Human amniotic mesenchymal stem cell transplantation for the repair of liver ischemia-reperfusion injury

BACKGROUND:Studies have shown that human amniotic mesenchymal stem cells can differentiate into hepatocyte-like cells, suggesting that human amniotic mesenchymal stem cell transplantation provides a new potential for the clinical treatment of liver diseases. OBJECTIVE:To observe the effect of human amniotic mesenchymal stem cell transplantation on the repair of liver ischemia-reperfusion injury repair. METHODS:Sixty Sprague-Dawley rats were randomized into stem cell transplantation, model and control groups. Animal models of liver ischemia-reperfusion injury were made in the rats in the stem cell transplantation and model groups. One hour after modeling, rats in the stem cell transplantation were given injection of human amniotic mesenchymal stem cells (0.5 mL, 106 cells) via the tail vein, while rats in the model and control group were given L-DMEM (0.5 mL) or normal saline (0.5 mL), respectively. Liver function and liver morphology were detected at 1, 2, 3 weeks after transplantation. Meanwhile, RT-PCR detection and western blot assay were also conducted.

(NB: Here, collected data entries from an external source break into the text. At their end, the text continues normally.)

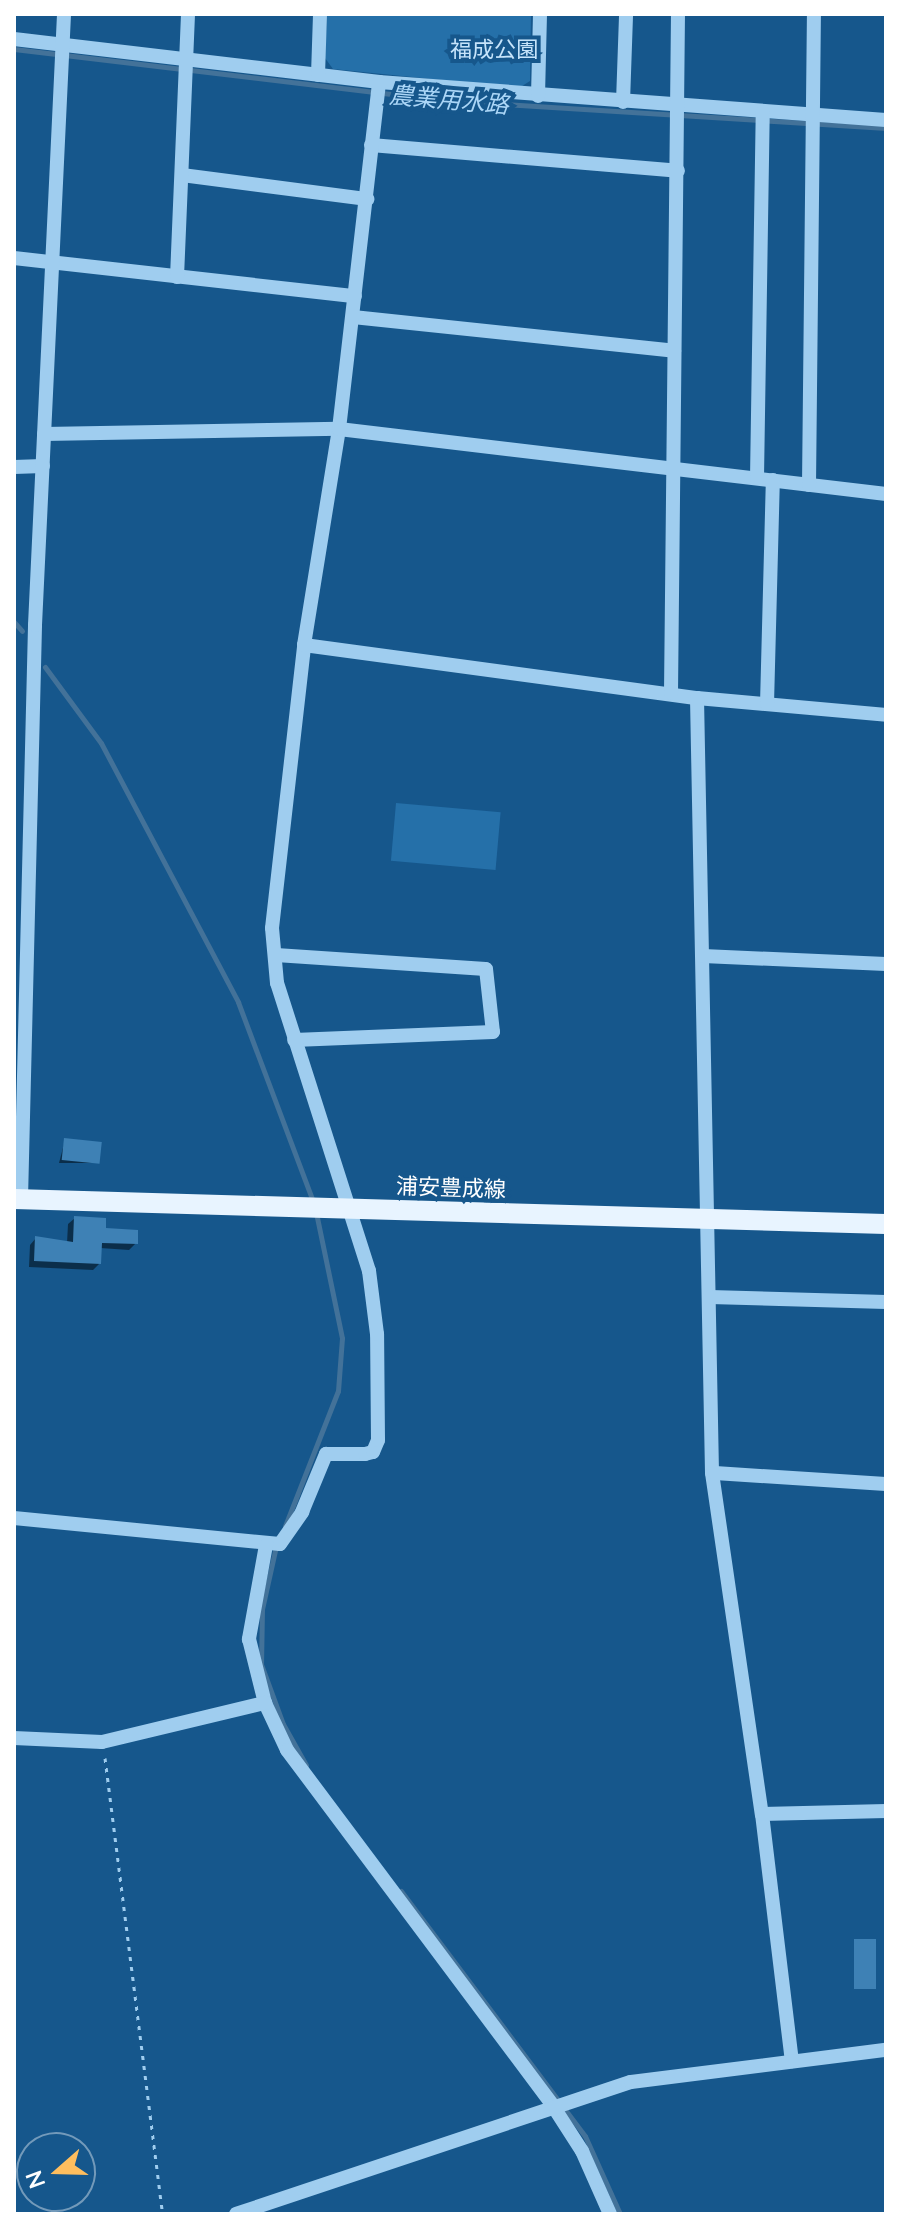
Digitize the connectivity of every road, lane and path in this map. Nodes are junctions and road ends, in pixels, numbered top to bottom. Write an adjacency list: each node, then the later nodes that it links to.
1 (64, 14): 9 (street)
2 (188, 14): 10 (street)
3 (320, 14): 11 (street)
4 (540, 14): 13 (street)
5 (626, 14): 14 (street)
6 (678, 14): 15 (street)
7 (814, 14): 18 (street)
8 (14, 39): 9 (street)
9 (63, 52): 10 (street); 24 (street)
10 (187, 67): 11 (street); 21 (street)
11 (318, 75): 12 (street)
12 (378, 90): 13 (street); 19 (street)
13 (538, 96): 14 (street)
14 (623, 102): 15 (street)
15 (679, 112): 16 (street); 20 (street)
16 (763, 118): 18 (street); 34 (street)
17 (886, 120): 18 (street)
18 (814, 121): 36 (street)
19 (371, 145): 20 (street); 22 (street)
20 (678, 171): 28 (street)
21 (182, 175): 22 (street); 25 (street)
22 (367, 199): 26 (street)
23 (14, 258): 24 (street)
24 (53, 263): 25 (street); 30 (street)
25 (177, 277): 26 (street)
26 (355, 296): 27 (street)
27 (353, 317): 28 (street); 29 (street)
28 (674, 351): 32 (street)
29 (339, 429): 30 (street); 32 (street); 38 (street)
30 (44, 434): 31 (street)
31 (43, 466): 33 (street); 43 (street)
32 (672, 466): 34 (street); 39 (street)
33 (14, 467)
34 (757, 478): 35 (street)
35 (773, 480): 36 (street); 41 (street)
36 (809, 485): 37 (street)
37 (886, 494)
38 (304, 645): 39 (street); 44 (street)
39 (671, 693): 40 (street)
40 (697, 698): 41 (street); 45 (street)
41 (767, 704): 42 (street)
42 (886, 715)
43 (21, 875): 48 (street)
44 (276, 955): 47 (street); 47 (street)
45 (703, 956): 46 (street); 50 (street)
46 (886, 964)
47 (294, 1040): 49 (street)
48 (18, 1199): 49 (main road, 浦安豊成線)
49 (351, 1208): 50 (main road, 浦安豊成線); 57 (street)
50 (709, 1219): 51 (main road, 浦安豊成線); 52 (street)
51 (886, 1224)
52 (710, 1297): 53 (street); 54 (street)
53 (886, 1302)
54 (715, 1473): 55 (street); 62 (street)
55 (886, 1484)
56 (14, 1518): 57 (street)
57 (272, 1545): 58 (street)
58 (265, 1703): 60 (street); 65 (street)
59 (14, 1738): 60 (street)
60 (102, 1742): 66 (path)
61 (886, 1811): 62 (street)
62 (762, 1814): 64 (street)
63 (886, 2050): 64 (street)
64 (792, 2061): 65 (street)
65 (559, 2104): 67 (street); 68 (street)
66 (163, 2214)
67 (236, 2214)
68 (610, 2214)

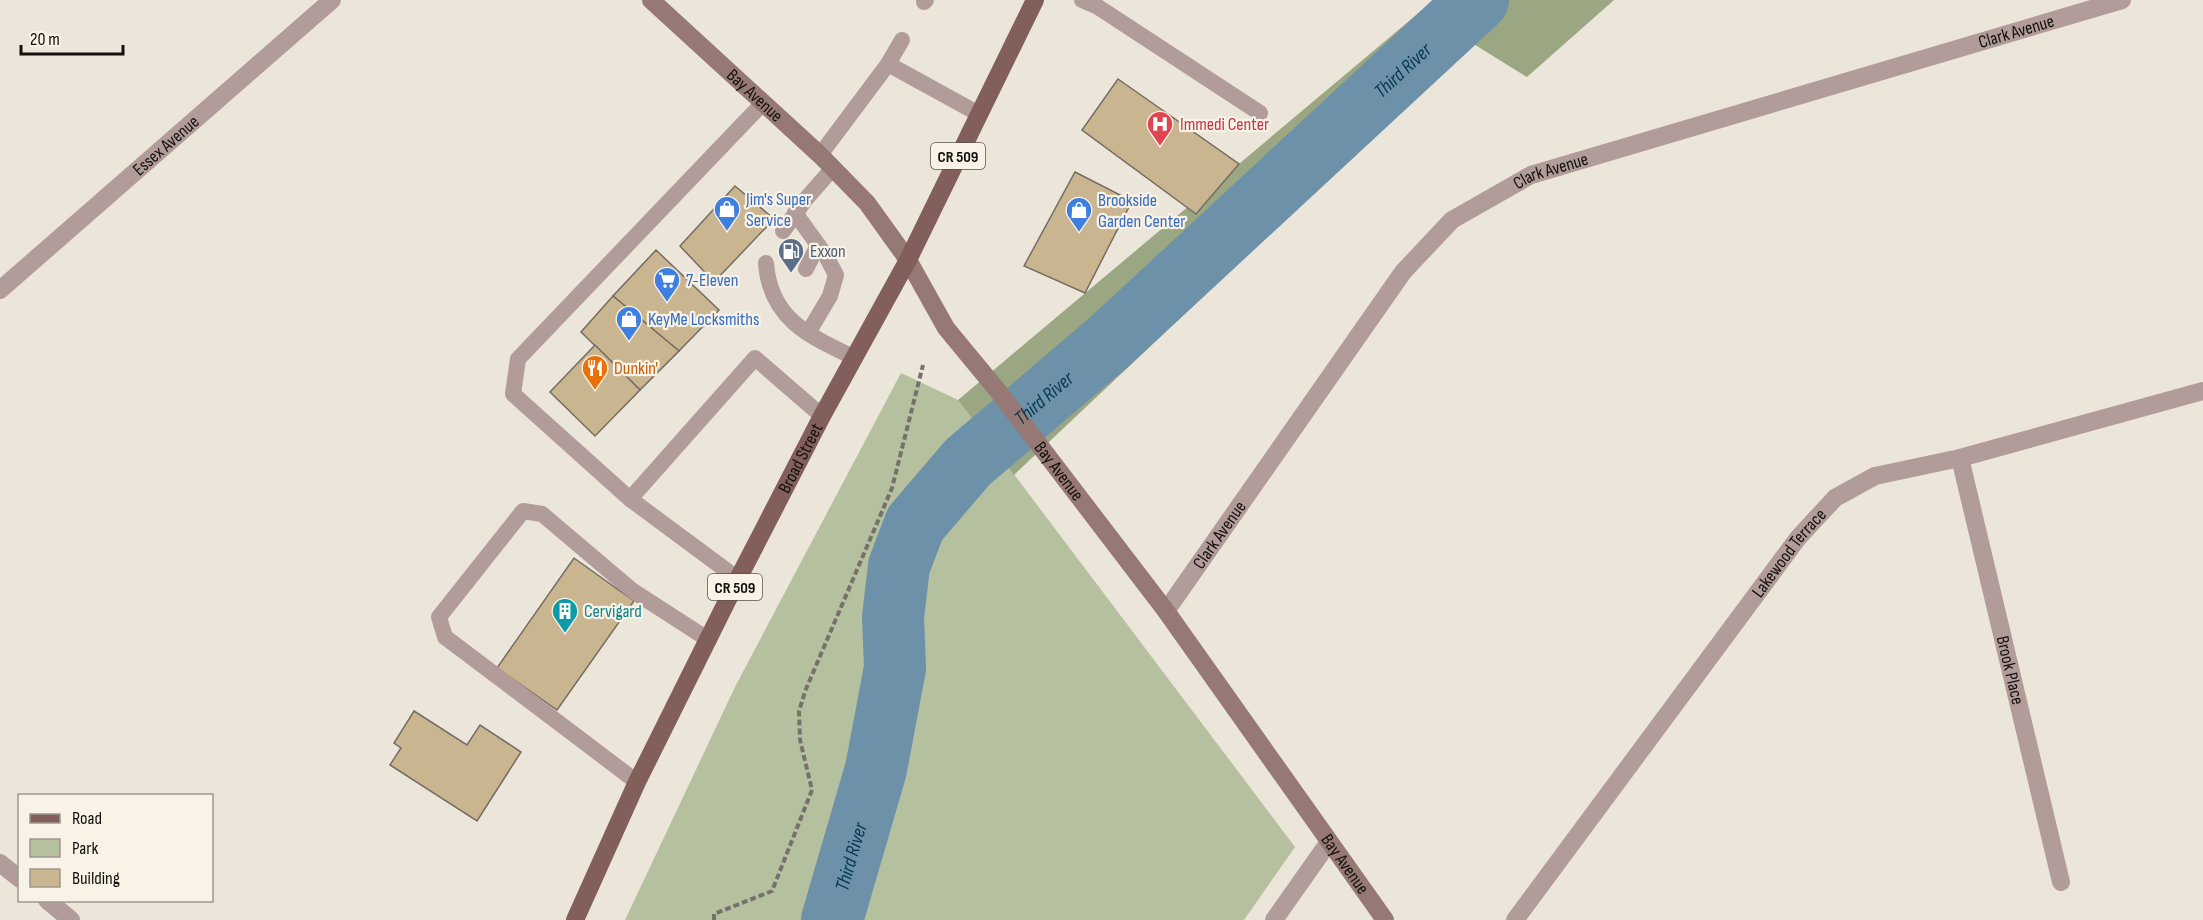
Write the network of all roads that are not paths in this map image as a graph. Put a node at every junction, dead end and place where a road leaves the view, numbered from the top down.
1 (332, 0) edge
2 (651, 0) edge
3 (1035, 0) edge
4 (1082, 0) edge
5 (2122, 0) edge
6 (902, 40) dead end
7 (888, 64) junction
8 (764, 103) junction
9 (1260, 113) dead end
10 (979, 114) junction
11 (827, 161) junction
12 (795, 213) junction
13 (783, 231) dead end
14 (818, 245) junction
15 (908, 260) junction
16 (766, 263) dead end
17 (806, 269) dead end
18 (0, 290) edge
19 (808, 333) junction
20 (855, 358) junction
21 (2203, 391) edge
22 (822, 416) junction
23 (1960, 458) junction
24 (630, 499) junction
25 (738, 579) junction
26 (1166, 611) junction
27 (709, 640) junction
28 (637, 782) junction
29 (1329, 842) junction
30 (0, 863) edge
31 (18, 877) edge
32 (2061, 882) dead end
33 (49, 902) edge
34 (71, 920) edge
35 (575, 920) edge
36 (1274, 920) edge
37 (1385, 920) edge
38 (1515, 920) edge

1 - 18 street, Essex Avenue
2 - 8 street, Bay Avenue
3 - 10 main road, Broad Street / CR 509
4 - 9 lane
5 - 26 street, Clark Avenue
6 - 7 lane
7 - 10 lane
7 - 11 lane
8 - 11 street, Bay Avenue
8 - 24 lane
10 - 15 main road, Broad Street / CR 509
11 - 12 lane
11 - 15 street, Bay Avenue
12 - 13 lane
12 - 14 lane
14 - 17 lane
14 - 19 lane
15 - 20 main road, Broad Street / CR 509
15 - 26 street, Bay Avenue
16 - 19 lane
19 - 20 lane
20 - 22 main road, Broad Street / CR 509
21 - 23 street, Lakewood Terrace
22 - 24 lane
22 - 25 main road, Broad Street / CR 509
23 - 32 street, Brook Place
23 - 38 street, Lakewood Terrace
24 - 25 lane
25 - 27 main road, Broad Street / CR 509
26 - 29 street, Bay Avenue
27 - 28 main road, Broad Street / CR 509
27 - 28 lane
28 - 35 main road, Broad Street / CR 509
29 - 36 street
29 - 37 street, Bay Avenue
30 - 31 street
33 - 34 street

RESULTS AND CONCLUSION:(1) Liver function: Compared with the control group, levels of aspartate aminotransferase, alanine aminotransferase and malondialdehyde were significantly increased in the model group at different time points after transplantation (P < 0.05), while a significant reduction in the levels of these three indicators was found after cell transplantation as compared with the model group (P < 0.05). (2) Liver morphology: 2 weeks after transplantation, rats in the model group exhibited hepatocyte degeneration and necrosis, and severe fibrosis, but these changes were remarkably alleviated in the stem cell transplantation group. (3) PT-PCR and western blot detection: 2 weeks after transplantation, a significantly higher level of hepatocyte growth factor in the liver tissue and a lower level of α-smooth muscle protein were found in the stem cell transplantation group compared with the model group (P < 0.05). All these experimental findings indicate that human amniotic mesenchymal stem cell transplantation can improve impaired liver function in rats, possibly through regulating hepatocyte growth factor and α-smooth muscle protein expression levels in the liver, and thereby promotes the repair of liver ischemia-reperfusion injury.